(Beginning of AVAILABLE RECORDS)

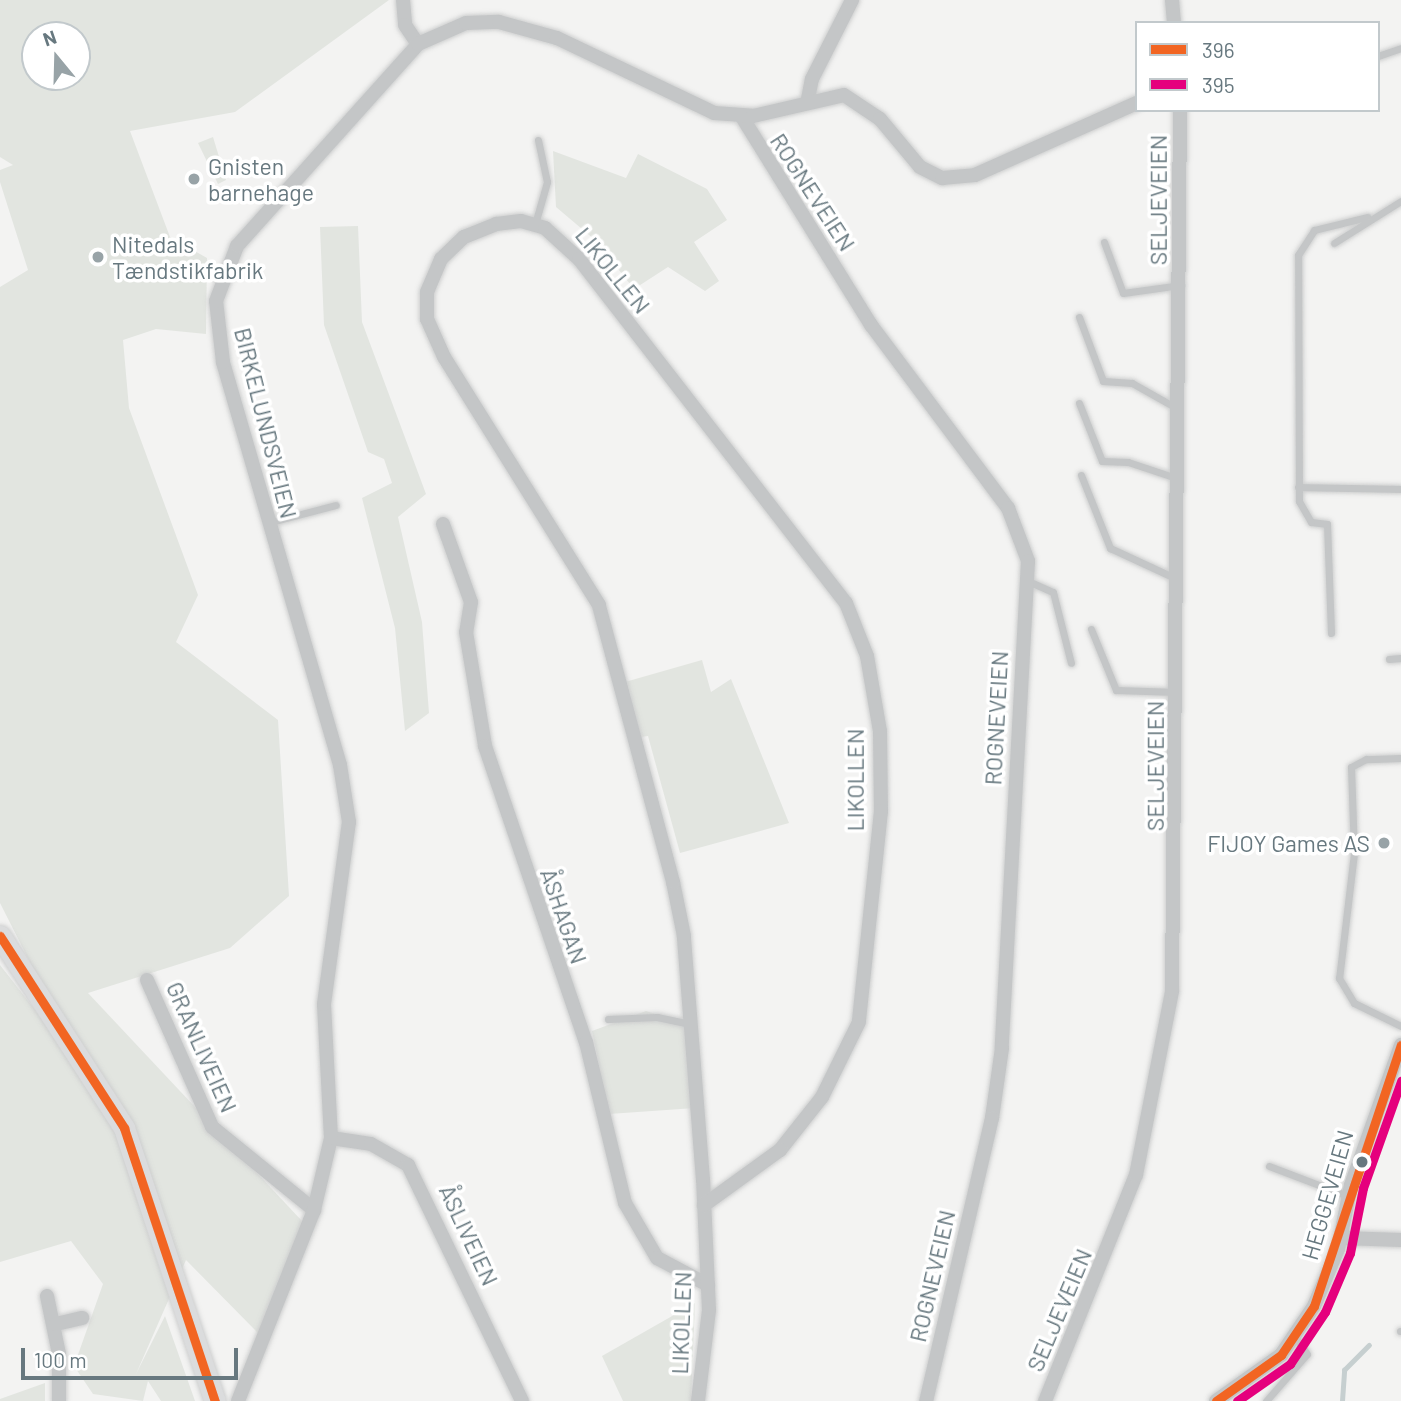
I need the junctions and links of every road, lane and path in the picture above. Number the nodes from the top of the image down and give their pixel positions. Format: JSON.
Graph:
{"nodes":[{"id":1,"x":403,"y":0,"type":"edge"},
{"id":2,"x":852,"y":0,"type":"edge"},
{"id":3,"x":1172,"y":0,"type":"edge"},
{"id":4,"x":1174,"y":21,"type":"edge"},
{"id":5,"x":418,"y":44,"type":"junction"},
{"id":6,"x":1401,"y":48,"type":"edge"},
{"id":7,"x":1380,"y":55,"type":"edge"},
{"id":8,"x":808,"y":99,"type":"junction"},
{"id":9,"x":1135,"y":104,"type":"edge"},
{"id":10,"x":1180,"y":112,"type":"edge"},
{"id":11,"x":742,"y":117,"type":"junction"},
{"id":12,"x":538,"y":140,"type":"dead end"},
{"id":13,"x":1401,"y":201,"type":"edge"},
{"id":14,"x":1367,"y":218,"type":"junction"},
{"id":15,"x":535,"y":224,"type":"junction"},
{"id":16,"x":1104,"y":242,"type":"dead end"},
{"id":17,"x":1334,"y":243,"type":"dead end"},
{"id":18,"x":1181,"y":285,"type":"junction"},
{"id":19,"x":1079,"y":317,"type":"dead end"},
{"id":20,"x":1079,"y":403,"type":"dead end"},
{"id":21,"x":1180,"y":410,"type":"junction"},
{"id":22,"x":1081,"y":475,"type":"dead end"},
{"id":23,"x":1180,"y":480,"type":"junction"},
{"id":24,"x":1298,"y":487,"type":"junction"},
{"id":25,"x":1401,"y":489,"type":"edge"},
{"id":26,"x":336,"y":505,"type":"dead end"},
{"id":27,"x":267,"y":523,"type":"junction"},
{"id":28,"x":443,"y":524,"type":"dead end"},
{"id":29,"x":1180,"y":578,"type":"junction"},
{"id":30,"x":1028,"y":581,"type":"junction"},
{"id":31,"x":1091,"y":629,"type":"dead end"},
{"id":32,"x":1331,"y":633,"type":"dead end"},
{"id":33,"x":1401,"y":658,"type":"edge"},
{"id":34,"x":1389,"y":659,"type":"dead end"},
{"id":35,"x":1071,"y":663,"type":"dead end"},
{"id":36,"x":1178,"y":692,"type":"junction"},
{"id":37,"x":1401,"y":758,"type":"edge"},
{"id":38,"x":0,"y":936,"type":"edge"},
{"id":39,"x":147,"y":980,"type":"dead end"},
{"id":40,"x":608,"y":1019,"type":"dead end"},
{"id":41,"x":692,"y":1025,"type":"junction"},
{"id":42,"x":1401,"y":1027,"type":"edge"},
{"id":43,"x":1401,"y":1045,"type":"edge"},
{"id":44,"x":331,"y":1138,"type":"junction"},
{"id":45,"x":1269,"y":1166,"type":"dead end"},
{"id":46,"x":1348,"y":1196,"type":"junction"},
{"id":47,"x":704,"y":1205,"type":"junction"},
{"id":48,"x":314,"y":1210,"type":"junction"},
{"id":49,"x":1342,"y":1238,"type":"junction"},
{"id":50,"x":1401,"y":1240,"type":"edge"},
{"id":51,"x":708,"y":1286,"type":"junction"},
{"id":52,"x":47,"y":1296,"type":"dead end"},
{"id":53,"x":82,"y":1318,"type":"dead end"},
{"id":54,"x":56,"y":1324,"type":"junction"},
{"id":55,"x":1296,"y":1337,"type":"junction"},
{"id":56,"x":1219,"y":1400,"type":"edge"},
{"id":57,"x":59,"y":1401,"type":"edge"},
{"id":58,"x":215,"y":1401,"type":"edge"},
{"id":59,"x":238,"y":1401,"type":"edge"},
{"id":60,"x":522,"y":1401,"type":"edge"},
{"id":61,"x":698,"y":1401,"type":"edge"},
{"id":62,"x":926,"y":1401,"type":"edge"},
{"id":63,"x":1045,"y":1401,"type":"edge"},
{"id":64,"x":1266,"y":1401,"type":"edge"}],
"edges":[{"from":1,"to":5,"type":"street"},
{"from":2,"to":8,"type":"street"},
{"from":3,"to":4,"type":"street"},
{"from":5,"to":11,"type":"street","name":"BIRKELUNDSVEIEN"},
{"from":5,"to":27,"type":"street","name":"BIRKELUNDSVEIEN"},
{"from":6,"to":7,"type":"lane"},
{"from":8,"to":9,"type":"street","name":"BIRKELUNDSVEIEN"},
{"from":8,"to":11,"type":"street","name":"BIRKELUNDSVEIEN"},
{"from":10,"to":18,"type":"street","name":"SELJEVEIEN"},
{"from":11,"to":30,"type":"street","name":"ROGNEVEIEN"},
{"from":12,"to":15,"type":"lane"},
{"from":13,"to":14,"type":"lane"},
{"from":14,"to":17,"type":"lane"},
{"from":14,"to":24,"type":"lane"},
{"from":15,"to":41,"type":"street","name":"LIKOLLEN"},
{"from":15,"to":47,"type":"street","name":"LIKOLLEN"},
{"from":16,"to":18,"type":"lane"},
{"from":18,"to":21,"type":"street","name":"SELJEVEIEN"},
{"from":19,"to":21,"type":"lane"},
{"from":20,"to":23,"type":"lane"},
{"from":21,"to":23,"type":"street","name":"SELJEVEIEN"},
{"from":22,"to":29,"type":"lane"},
{"from":23,"to":29,"type":"street","name":"SELJEVEIEN"},
{"from":24,"to":25,"type":"lane"},
{"from":24,"to":32,"type":"lane"},
{"from":26,"to":27,"type":"lane"},
{"from":27,"to":44,"type":"street","name":"BIRKELUNDSVEIEN"},
{"from":28,"to":51,"type":"street","name":"ÅSHAGAN"},
{"from":29,"to":36,"type":"street","name":"SELJEVEIEN"},
{"from":30,"to":35,"type":"lane"},
{"from":30,"to":62,"type":"street","name":"ROGNEVEIEN"},
{"from":31,"to":36,"type":"lane"},
{"from":33,"to":34,"type":"lane"},
{"from":36,"to":63,"type":"street","name":"SELJEVEIEN"},
{"from":37,"to":42,"type":"lane"},
{"from":38,"to":58,"type":"main road"},
{"from":39,"to":48,"type":"street","name":"GRANLIVEIEN"},
{"from":40,"to":41,"type":"lane"},
{"from":41,"to":47,"type":"street","name":"LIKOLLEN"},
{"from":43,"to":46,"type":"street","name":"HEGGEVEIEN"},
{"from":44,"to":48,"type":"street","name":"BIRKELUNDSVEIEN"},
{"from":44,"to":60,"type":"street","name":"ÅSLIVEIEN"},
{"from":45,"to":46,"type":"lane"},
{"from":46,"to":49,"type":"street","name":"HEGGEVEIEN"},
{"from":47,"to":51,"type":"street","name":"LIKOLLEN"},
{"from":48,"to":59,"type":"street","name":"BIRKELUNDSVEIEN"},
{"from":49,"to":50,"type":"street"},
{"from":49,"to":55,"type":"street","name":"HEGGEVEIEN"},
{"from":51,"to":61,"type":"street","name":"LIKOLLEN"},
{"from":52,"to":54,"type":"street"},
{"from":53,"to":54,"type":"street"},
{"from":54,"to":57,"type":"street"},
{"from":55,"to":56,"type":"street","name":"HEGGEVEIEN"},
{"from":55,"to":64,"type":"lane"}]}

(End of AVAILABLE RECORDS)

The task calls for every line of the material that contains the string "ROGNEVEIEN".

{"from":11,"to":30,"type":"street","name":"ROGNEVEIEN"},
{"from":30,"to":62,"type":"street","name":"ROGNEVEIEN"},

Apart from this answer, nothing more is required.